Calcutta, Jan. 7: A government in retreat and an aggressive CPM reliving the days of “half-partisan warfare”.
If that led to the tragedy at Nandigram, it also sums up the twin failures of administrative and political management. And this failure — even after Singur — could be the source of more trouble for Buddhadeb Bhattacharjee’s industrialisation agenda.
The whole truth about Nandigram may take some time to emerge. But the colossal administrative failure there seems to be beyond any doubt.
It was no sudden flare-up; tension was building up in the area for several months and the first warning came three days ago when agitating farmers, fearing the loss of their land to the Salim Group’s proposed special economic zone, clashed with police for the first time.
Yet, the government withdrew from the area, leaving an insecure — and potentially aggressive — people to grapple with their fears. The government and the CPM argue that the state’s intervention at Nandigram at this stage would have made things worse.
But there clearly was an inadequate understanding of the possible consequence of the government’s retreat; there was no evidence that the administration had put in place any strategy to avert violence till the time the police could move into Nandigram.
Worse still, this withering of the state happened simultaneously with the CPM preparing for an offensive against the agitating farmers at Nandigram.
It was known to the police that the party had set up camps close to Nandigram, apparently to shelter comrades who had been evicted from their homes by the agitating farmers. Literally, the battle lines were being drawn. Even if the police could not enter the trouble spots at Nandigram, it is difficult to see why policemen were not posted near the CPM camps.
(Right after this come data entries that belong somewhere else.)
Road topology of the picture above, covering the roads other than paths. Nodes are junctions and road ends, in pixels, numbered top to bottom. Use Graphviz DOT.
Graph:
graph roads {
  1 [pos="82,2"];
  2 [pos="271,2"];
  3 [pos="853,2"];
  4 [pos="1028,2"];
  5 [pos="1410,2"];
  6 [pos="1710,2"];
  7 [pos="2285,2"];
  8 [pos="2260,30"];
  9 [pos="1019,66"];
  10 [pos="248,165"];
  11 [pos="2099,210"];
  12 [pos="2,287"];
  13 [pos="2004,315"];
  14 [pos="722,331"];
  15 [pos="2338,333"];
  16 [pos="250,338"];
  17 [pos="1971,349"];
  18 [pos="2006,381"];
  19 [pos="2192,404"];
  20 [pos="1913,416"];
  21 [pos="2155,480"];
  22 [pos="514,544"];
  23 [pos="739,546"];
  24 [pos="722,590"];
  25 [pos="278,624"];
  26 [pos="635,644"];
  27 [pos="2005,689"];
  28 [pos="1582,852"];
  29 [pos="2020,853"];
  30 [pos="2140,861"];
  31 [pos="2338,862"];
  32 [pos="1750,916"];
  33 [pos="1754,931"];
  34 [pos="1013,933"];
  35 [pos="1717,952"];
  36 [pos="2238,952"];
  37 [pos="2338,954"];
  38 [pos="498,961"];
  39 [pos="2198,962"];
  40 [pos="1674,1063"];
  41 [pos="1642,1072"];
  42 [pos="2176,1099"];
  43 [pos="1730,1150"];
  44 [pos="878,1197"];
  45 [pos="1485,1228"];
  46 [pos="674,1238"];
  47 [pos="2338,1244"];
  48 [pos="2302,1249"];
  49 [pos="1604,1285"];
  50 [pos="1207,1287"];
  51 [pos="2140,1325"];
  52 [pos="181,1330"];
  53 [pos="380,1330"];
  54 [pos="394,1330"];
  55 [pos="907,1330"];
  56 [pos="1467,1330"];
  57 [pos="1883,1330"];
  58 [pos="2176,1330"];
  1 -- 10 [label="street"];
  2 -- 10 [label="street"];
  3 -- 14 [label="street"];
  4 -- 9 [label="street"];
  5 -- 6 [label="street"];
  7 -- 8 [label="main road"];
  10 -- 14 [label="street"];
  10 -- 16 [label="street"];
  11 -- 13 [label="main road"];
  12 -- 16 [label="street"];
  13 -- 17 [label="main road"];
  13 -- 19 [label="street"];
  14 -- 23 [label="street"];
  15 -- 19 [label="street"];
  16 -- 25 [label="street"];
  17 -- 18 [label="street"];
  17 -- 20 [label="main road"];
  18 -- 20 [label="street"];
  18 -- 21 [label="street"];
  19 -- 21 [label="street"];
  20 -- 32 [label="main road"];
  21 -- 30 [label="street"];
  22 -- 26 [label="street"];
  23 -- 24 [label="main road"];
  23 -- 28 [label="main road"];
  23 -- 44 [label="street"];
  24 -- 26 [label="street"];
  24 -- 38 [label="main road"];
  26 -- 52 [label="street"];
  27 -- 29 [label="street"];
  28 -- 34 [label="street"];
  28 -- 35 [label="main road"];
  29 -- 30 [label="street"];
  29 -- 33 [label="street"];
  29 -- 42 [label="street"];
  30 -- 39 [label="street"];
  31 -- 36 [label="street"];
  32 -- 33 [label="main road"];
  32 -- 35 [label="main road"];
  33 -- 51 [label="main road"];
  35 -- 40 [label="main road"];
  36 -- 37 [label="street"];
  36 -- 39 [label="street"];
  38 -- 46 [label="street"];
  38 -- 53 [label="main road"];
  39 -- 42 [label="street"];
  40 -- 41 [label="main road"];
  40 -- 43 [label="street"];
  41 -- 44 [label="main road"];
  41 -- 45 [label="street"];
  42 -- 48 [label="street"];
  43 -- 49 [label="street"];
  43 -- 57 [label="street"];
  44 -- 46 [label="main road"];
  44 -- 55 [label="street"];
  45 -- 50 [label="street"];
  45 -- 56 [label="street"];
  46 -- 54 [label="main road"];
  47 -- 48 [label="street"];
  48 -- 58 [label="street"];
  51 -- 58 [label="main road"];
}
That could have ensured two things at the same time — protect the CPM men sheltered there and prevent them and other partymen joining them from launching attacks on the Nandigram farmers. That the administration did not do so smells of complicity.
If that turned Nandigram into a flashpoint waiting to explode, some CPM leaders ignited it with public calls to half-partisan warfare. Leading them was Benoy Konar, veteran peasant leader, who saw in Nandigram the making of a Keshpur and urged partymen to “strike in self-defence”.
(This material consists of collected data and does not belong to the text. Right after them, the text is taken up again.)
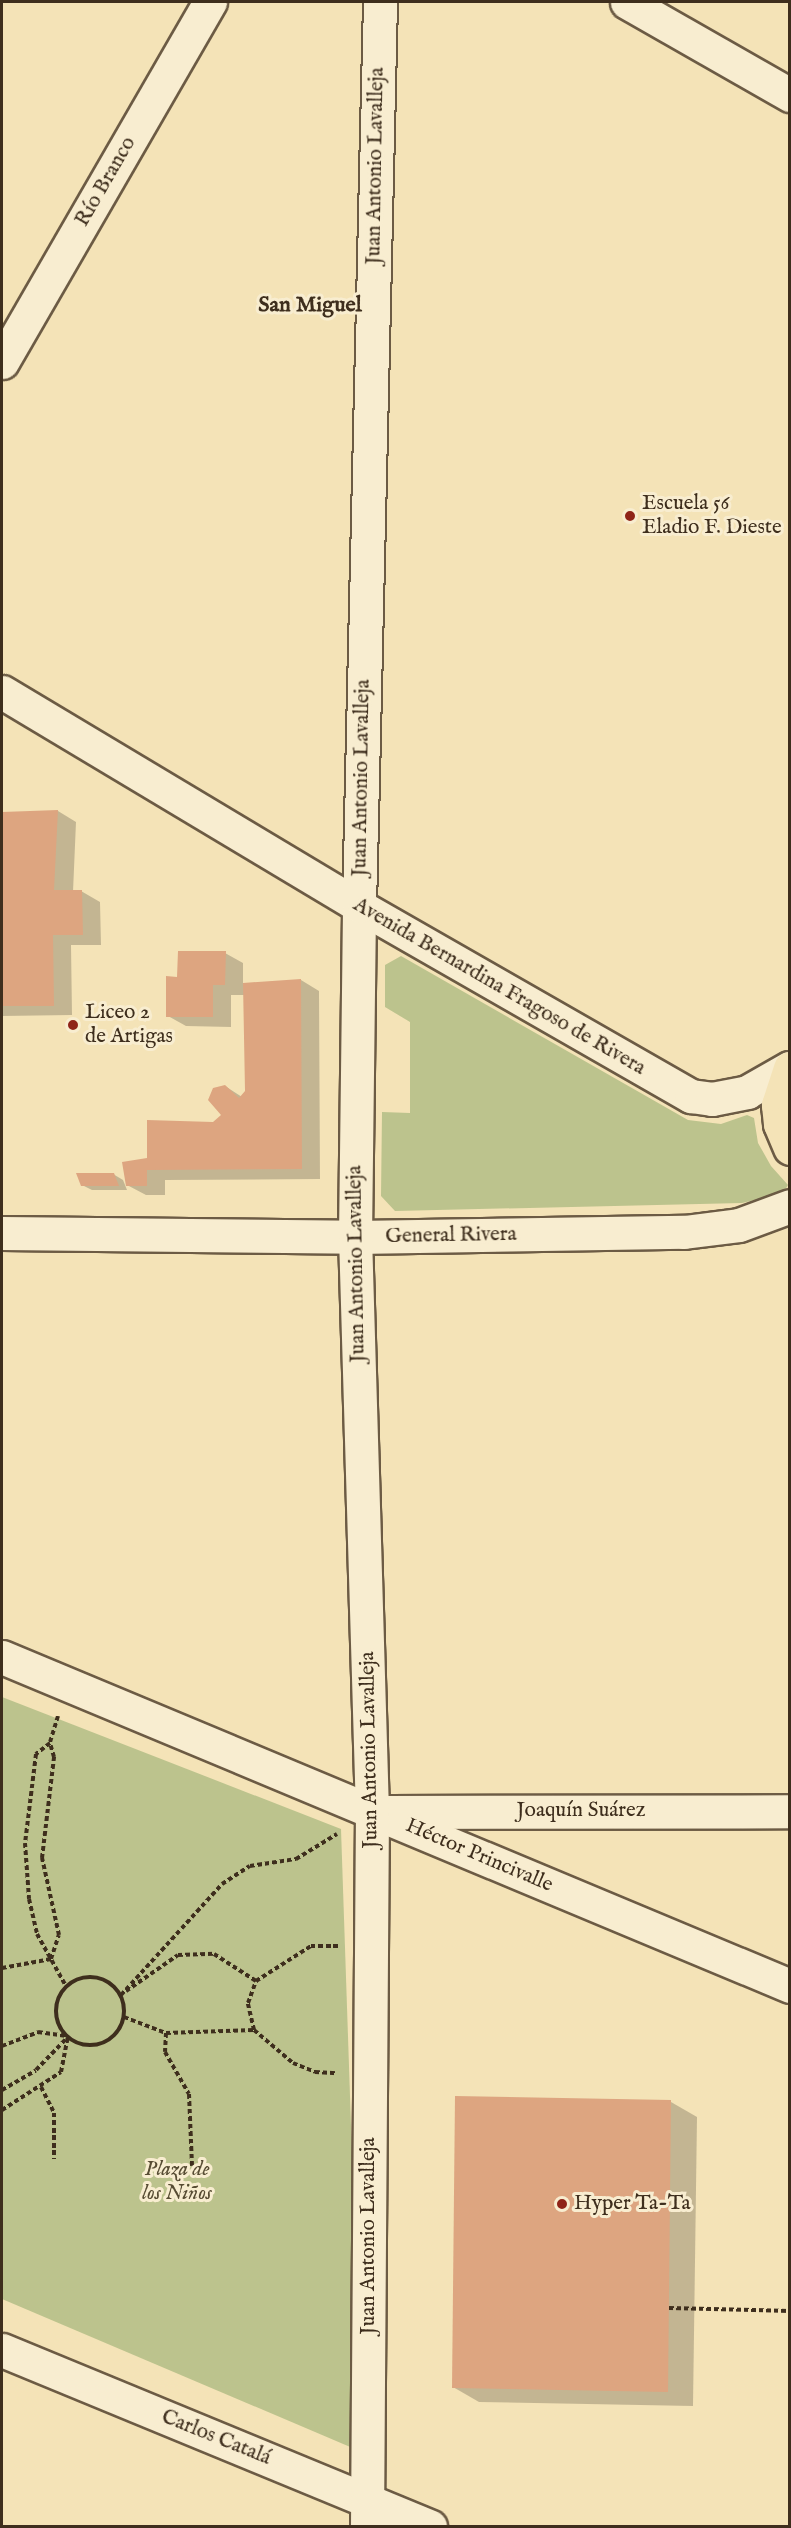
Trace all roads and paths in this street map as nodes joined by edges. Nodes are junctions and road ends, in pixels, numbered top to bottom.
1 (210, 2) edge
2 (380, 2) edge
3 (627, 2) edge
4 (660, 10) edge
5 (789, 95) edge
6 (2, 363) edge
7 (2, 692) edge
8 (358, 906) junction
9 (789, 1068) edge
10 (789, 1148) edge
11 (789, 1206) edge
12 (2, 1233) edge
13 (355, 1237) junction
14 (2, 1657) edge
15 (68, 1685) junction
16 (50, 1743) junction
17 (789, 1811) edge
18 (372, 1812) junction
19 (371, 1945) junction
20 (51, 1959) junction
21 (2, 1968) edge
22 (256, 1981) junction
23 (66, 1986) junction
24 (789, 1986) edge
25 (121, 1995) junction
26 (124, 2017) junction
27 (254, 2030) junction
28 (166, 2033) junction
29 (68, 2037) junction
30 (2, 2046) edge
31 (370, 2076) junction
32 (41, 2087) junction
33 (2, 2090) edge
34 (2, 2110) edge
35 (54, 2159) dead end
36 (192, 2166) dead end
37 (669, 2308) dead end
38 (789, 2311) edge
39 (2, 2350) edge
40 (2, 2374) edge
41 (58, 2374) junction
42 (367, 2513) edge
43 (430, 2526) edge

1 - 6 street, Río Branco
2 - 8 street, Juan Antonio Lavalleja
3 - 4 street
4 - 5 street
7 - 8 street, Avenida Bernardina Fragoso de Rivera
8 - 9 street, Avenida Bernardina Fragoso de Rivera
8 - 13 street, Juan Antonio Lavalleja
9 - 10 main road
11 - 13 street, General Rivera
12 - 13 street, General Rivera
13 - 18 street, Juan Antonio Lavalleja
14 - 15 street, Héctor Princivalle
15 - 16 path
15 - 18 street, Héctor Princivalle
16 - 20 path
16 - 20 path
17 - 18 street, Joaquín Suárez
18 - 19 street, Juan Antonio Lavalleja
18 - 24 street, Héctor Princivalle
18 - 25 path
19 - 22 path
19 - 31 street, Juan Antonio Lavalleja
20 - 21 path
20 - 23 path
22 - 25 path
22 - 27 path
23 - 25 path
23 - 29 path
25 - 26 path
26 - 28 path
26 - 29 path
27 - 28 path
27 - 31 path
28 - 36 path
29 - 30 path
29 - 32 path
29 - 33 path
31 - 42 street, Juan Antonio Lavalleja
32 - 34 path
32 - 35 path
37 - 38 path
39 - 41 street, Carlos Catalá
40 - 41 street
41 - 42 street, Carlos Catalá
42 - 43 street, Carlos Catalá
But then, Konar is not alone in this; the party as a whole invokes the Keshpur parallel. This must have been a battle strategy rather than anything else because the leaders cannot be unaware that Nandigram is a very different matter.
At Keshpur, also in East Midnapore, the party took a severe beating in 1998 from the Trinamul Congress, whose workers openly used arms to clear the area of Marxists.
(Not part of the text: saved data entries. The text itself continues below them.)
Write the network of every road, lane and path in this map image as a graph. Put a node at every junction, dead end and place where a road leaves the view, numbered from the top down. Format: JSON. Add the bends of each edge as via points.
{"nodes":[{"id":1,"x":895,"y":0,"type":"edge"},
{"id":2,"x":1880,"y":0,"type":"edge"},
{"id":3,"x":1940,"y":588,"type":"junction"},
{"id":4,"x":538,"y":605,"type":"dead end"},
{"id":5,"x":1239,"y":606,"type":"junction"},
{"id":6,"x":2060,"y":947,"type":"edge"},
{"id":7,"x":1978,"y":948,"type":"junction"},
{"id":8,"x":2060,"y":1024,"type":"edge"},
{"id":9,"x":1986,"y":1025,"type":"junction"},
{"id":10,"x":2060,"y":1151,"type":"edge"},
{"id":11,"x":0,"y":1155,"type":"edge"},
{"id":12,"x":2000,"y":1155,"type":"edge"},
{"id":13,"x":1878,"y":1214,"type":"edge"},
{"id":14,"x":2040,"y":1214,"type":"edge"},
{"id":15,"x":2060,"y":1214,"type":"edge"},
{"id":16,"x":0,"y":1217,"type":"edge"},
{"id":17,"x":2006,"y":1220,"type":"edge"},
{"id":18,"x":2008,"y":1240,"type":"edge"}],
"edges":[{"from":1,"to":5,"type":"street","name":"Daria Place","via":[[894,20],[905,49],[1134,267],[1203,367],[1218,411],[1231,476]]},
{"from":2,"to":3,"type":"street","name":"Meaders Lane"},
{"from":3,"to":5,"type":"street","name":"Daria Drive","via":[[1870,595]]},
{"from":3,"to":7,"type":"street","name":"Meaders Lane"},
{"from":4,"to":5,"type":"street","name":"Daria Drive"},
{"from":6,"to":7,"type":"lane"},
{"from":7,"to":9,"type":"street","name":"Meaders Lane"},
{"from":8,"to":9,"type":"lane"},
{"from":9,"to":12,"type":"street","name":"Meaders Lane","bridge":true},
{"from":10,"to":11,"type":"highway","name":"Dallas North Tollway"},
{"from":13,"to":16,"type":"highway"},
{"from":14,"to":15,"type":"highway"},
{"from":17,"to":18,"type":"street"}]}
Two years later, the CPM regained Keshpur, also with the help of arms.
But Keshpur was a battle for political territory; Nandigram is a battleground over a development agenda that has pitted the party and the government against affected farmers.
The party’s miscalculation over Nandigram is also shown by the way it is trying to see a “communal angle” to the farmers’ agitation.
Even if the Jamat-e-Ulema Hind is a major player in organising the peasants’ stir, the issue clearly is one of land and not of communal politics. To give it a communal colour could only make things worse.
In much the same manner, the CPM has cited its political battles during the land reforms movement with the current political controversy over industrialisation. The party argues that it has faced – and won – political challenges over its movement for seizure and distribution of land. The battle for industrialisation, it says, will be joined and won the same way.
But the difference in the two situations is far too obvious for anyone to miss – the CPM then was giving land to the landless and the industrialisation policy has now reversed its role, making it the party that wants to take away land from the farmers. The party’s campaign about the benefits of industrialisation, irrespective of its merit, has obviously not convinced the affected farmers as yet.
Not just the farmers, the CPM’s partners in the Left Front, too, are not convinced that the government should force the industrialisation agenda at the cost of displacement and large-scale socio-economic dislocation of people’s lives. Such questions may be increasingly raised even within the CPM, although the party has debated them for several years now and decided to take the political risks in implementing the industrialisation agenda.
The problem for the chief minister and the party is that total withdrawal from the industrialisation agenda is not an option for them. But then, forcing it with the help of the police will neither give it political legitimacy nor solve the problem of political - and potentially violent – confrontations.
The CPM may be forced to take a more realistic view of the complex challenges of the economic transition that it wants to usher in in Bengal. That could mean a go-slow on industrialisation and even a climbdown on certain aspects of it. The government’s latest announcement that it would put a brake on new SEZs is an indication of this change of strategy.